On Mon, 9 Sep 2013 23:45:01 +0200,
Kay Sievers <[email protected]> wrote:

On Mon, Sep 9, 2013 at 11:23 PM, MUNEDA Takahiro
<[email protected]> wrote:

Ok, I found out another problem.
Even if I have a following udev rules and 'remove' event happens, no
systemd service will be called.

   ACTION=="add|remove", TAG+="systemd", ENV{SYSTEMD_WANTS}="[email protected]"

My final goal is to invoke my systemd service which calls programs
that needs a bit long time when I do add/online or remove/offline my
device.  udev provided this feature before it's merged into systemd.

Udev still does all what did before systemd. It was never really able
to run or start long-running tasks. Udev can only reliably handle
synchronously started and very short-living programs, and that was
always the case.

Ahh, you are correct.
But, we used to use a 'trick' to call long-running task by adding '&'
to kill the relationship between udev and task.  However, current
implementation does not allow to do that, because even if we call a
such task by adding '&', all processes are under same cgroup and all
process will be killed.
So, my understanding is that we don't have such tricks anymore.

My previous patch let 'offline' event to remove device information
from systemd (probably, remove from udev database?), but systemd does
not call service as I expected.

Systemd provides service *activation*, services and jobs can lazily
get started when a device appears. It's usually the responsibility of
the service itself to handle more events than the first one that
activated it.

Systemd is not really meant to be generic a job engine for device events.
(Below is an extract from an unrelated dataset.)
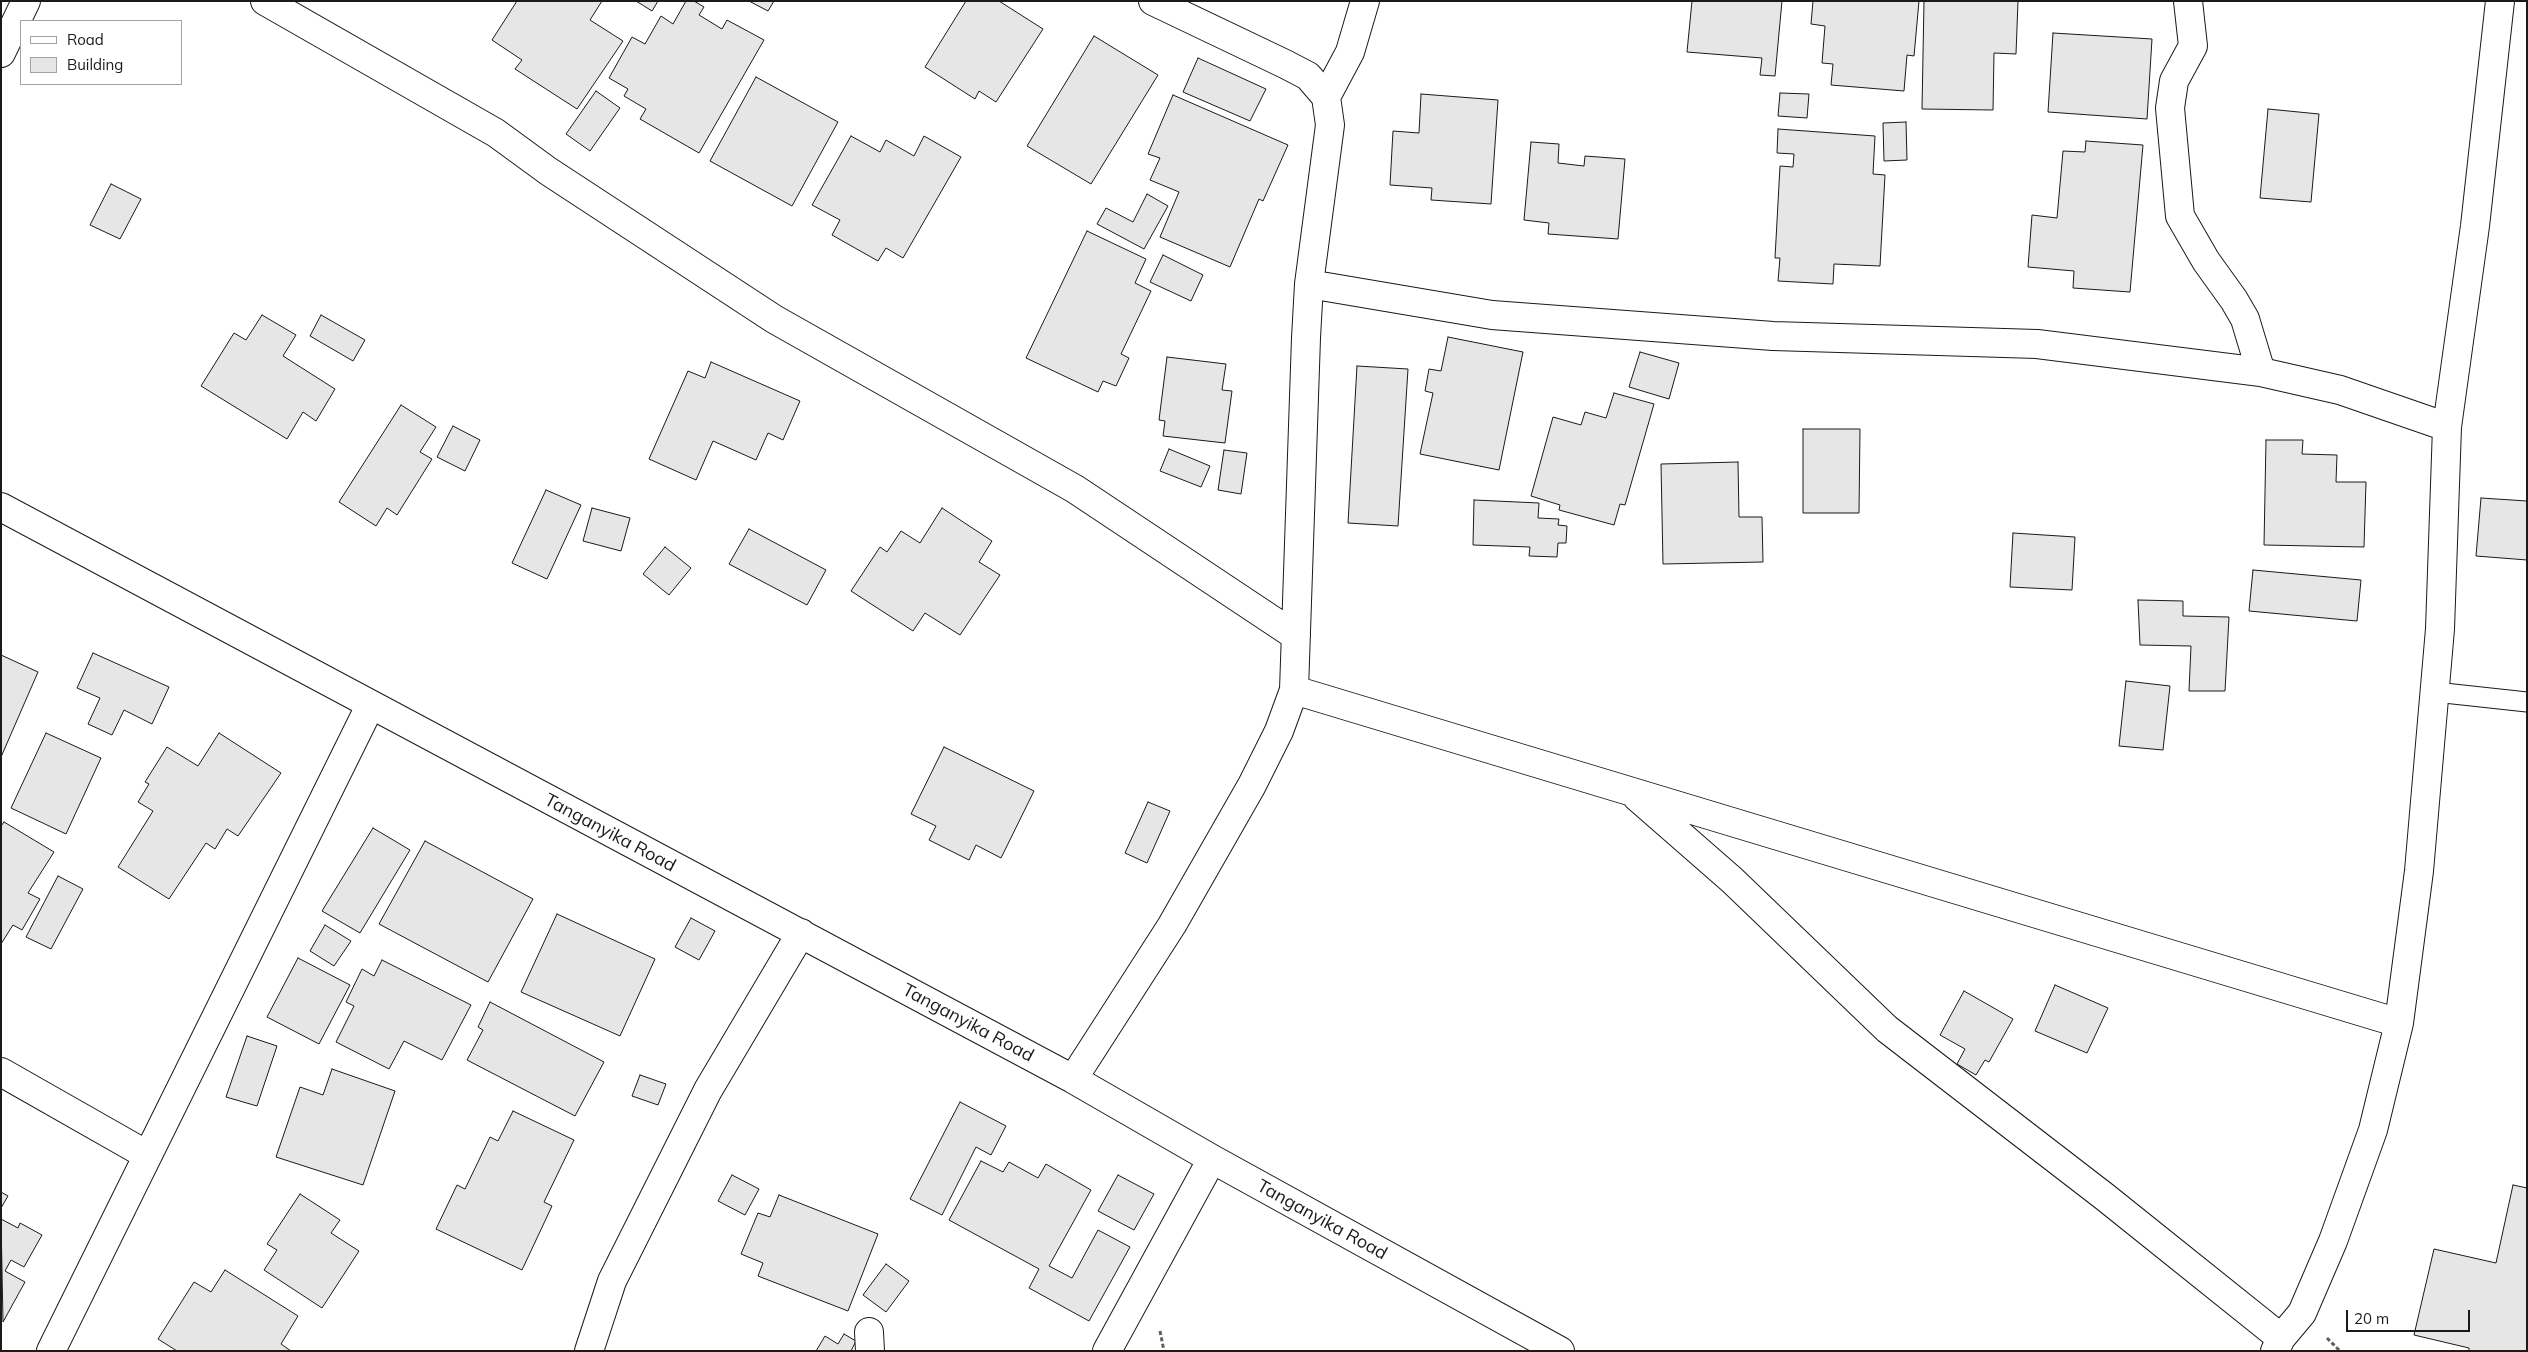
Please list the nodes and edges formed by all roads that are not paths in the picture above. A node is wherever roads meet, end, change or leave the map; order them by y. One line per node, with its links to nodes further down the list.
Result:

Things that run for an unpredictable amount of time should probably be
handled by a proper running service on its own, activated by systemd
and listening to udev events, and not just plugged into udev events,
or run as a one-shot systemd service.

Thank you for the advise.
I wanted to use pre-existing tools as much as possible, but it seems
it doesn't exist.  So I'll check other way.